> Exercise
Your output should be one number, which is how many lines in the material contain "Боевая".

START Records provided

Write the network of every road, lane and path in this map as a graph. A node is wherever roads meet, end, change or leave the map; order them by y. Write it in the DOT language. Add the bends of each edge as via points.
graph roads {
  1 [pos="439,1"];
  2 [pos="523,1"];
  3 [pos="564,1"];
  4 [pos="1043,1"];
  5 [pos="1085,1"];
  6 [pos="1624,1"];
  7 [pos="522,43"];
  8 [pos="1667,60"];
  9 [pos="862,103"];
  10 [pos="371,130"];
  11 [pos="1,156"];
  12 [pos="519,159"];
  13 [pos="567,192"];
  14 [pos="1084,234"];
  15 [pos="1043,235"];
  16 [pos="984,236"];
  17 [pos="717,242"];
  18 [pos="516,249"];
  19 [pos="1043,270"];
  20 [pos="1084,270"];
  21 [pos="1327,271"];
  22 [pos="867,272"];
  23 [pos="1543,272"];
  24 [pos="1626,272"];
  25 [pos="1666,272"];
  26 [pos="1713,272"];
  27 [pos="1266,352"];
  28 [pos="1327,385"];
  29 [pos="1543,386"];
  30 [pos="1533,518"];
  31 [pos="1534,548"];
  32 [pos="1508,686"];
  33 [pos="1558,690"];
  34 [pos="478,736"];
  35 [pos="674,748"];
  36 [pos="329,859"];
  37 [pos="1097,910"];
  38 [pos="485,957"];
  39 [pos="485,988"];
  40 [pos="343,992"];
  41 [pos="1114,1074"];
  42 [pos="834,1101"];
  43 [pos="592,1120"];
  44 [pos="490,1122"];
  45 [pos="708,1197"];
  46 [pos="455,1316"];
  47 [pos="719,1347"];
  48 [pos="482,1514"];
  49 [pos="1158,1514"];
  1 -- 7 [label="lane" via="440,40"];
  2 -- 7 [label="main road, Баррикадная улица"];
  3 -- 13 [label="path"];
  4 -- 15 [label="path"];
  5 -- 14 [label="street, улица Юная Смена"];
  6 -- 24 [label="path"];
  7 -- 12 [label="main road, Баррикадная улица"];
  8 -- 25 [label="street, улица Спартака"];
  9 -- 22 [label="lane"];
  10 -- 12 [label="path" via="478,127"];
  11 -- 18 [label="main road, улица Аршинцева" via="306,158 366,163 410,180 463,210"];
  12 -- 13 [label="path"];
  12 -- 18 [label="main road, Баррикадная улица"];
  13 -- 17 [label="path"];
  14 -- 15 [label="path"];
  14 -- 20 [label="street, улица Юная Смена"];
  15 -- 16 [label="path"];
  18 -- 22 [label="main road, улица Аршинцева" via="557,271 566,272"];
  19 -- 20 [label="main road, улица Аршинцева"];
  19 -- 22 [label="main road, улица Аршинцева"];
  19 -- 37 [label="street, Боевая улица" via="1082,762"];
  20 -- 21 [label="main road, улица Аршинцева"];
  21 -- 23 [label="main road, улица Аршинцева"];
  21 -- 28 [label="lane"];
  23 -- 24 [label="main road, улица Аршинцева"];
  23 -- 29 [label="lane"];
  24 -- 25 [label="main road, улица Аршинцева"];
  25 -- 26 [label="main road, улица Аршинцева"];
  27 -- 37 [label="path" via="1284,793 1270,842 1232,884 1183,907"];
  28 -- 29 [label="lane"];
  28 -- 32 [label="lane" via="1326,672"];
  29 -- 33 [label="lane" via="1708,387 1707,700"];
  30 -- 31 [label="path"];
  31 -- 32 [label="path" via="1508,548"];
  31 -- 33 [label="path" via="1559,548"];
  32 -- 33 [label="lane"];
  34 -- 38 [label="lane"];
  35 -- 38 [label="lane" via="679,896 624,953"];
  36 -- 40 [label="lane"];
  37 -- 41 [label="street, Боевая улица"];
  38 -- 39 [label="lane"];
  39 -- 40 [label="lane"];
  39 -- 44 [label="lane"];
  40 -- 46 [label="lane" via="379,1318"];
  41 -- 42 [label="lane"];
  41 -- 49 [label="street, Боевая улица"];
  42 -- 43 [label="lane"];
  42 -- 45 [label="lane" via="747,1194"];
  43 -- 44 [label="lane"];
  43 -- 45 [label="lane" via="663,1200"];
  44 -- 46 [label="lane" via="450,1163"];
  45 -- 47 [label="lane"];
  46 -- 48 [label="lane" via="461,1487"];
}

END Records provided

> Solution for this problem
3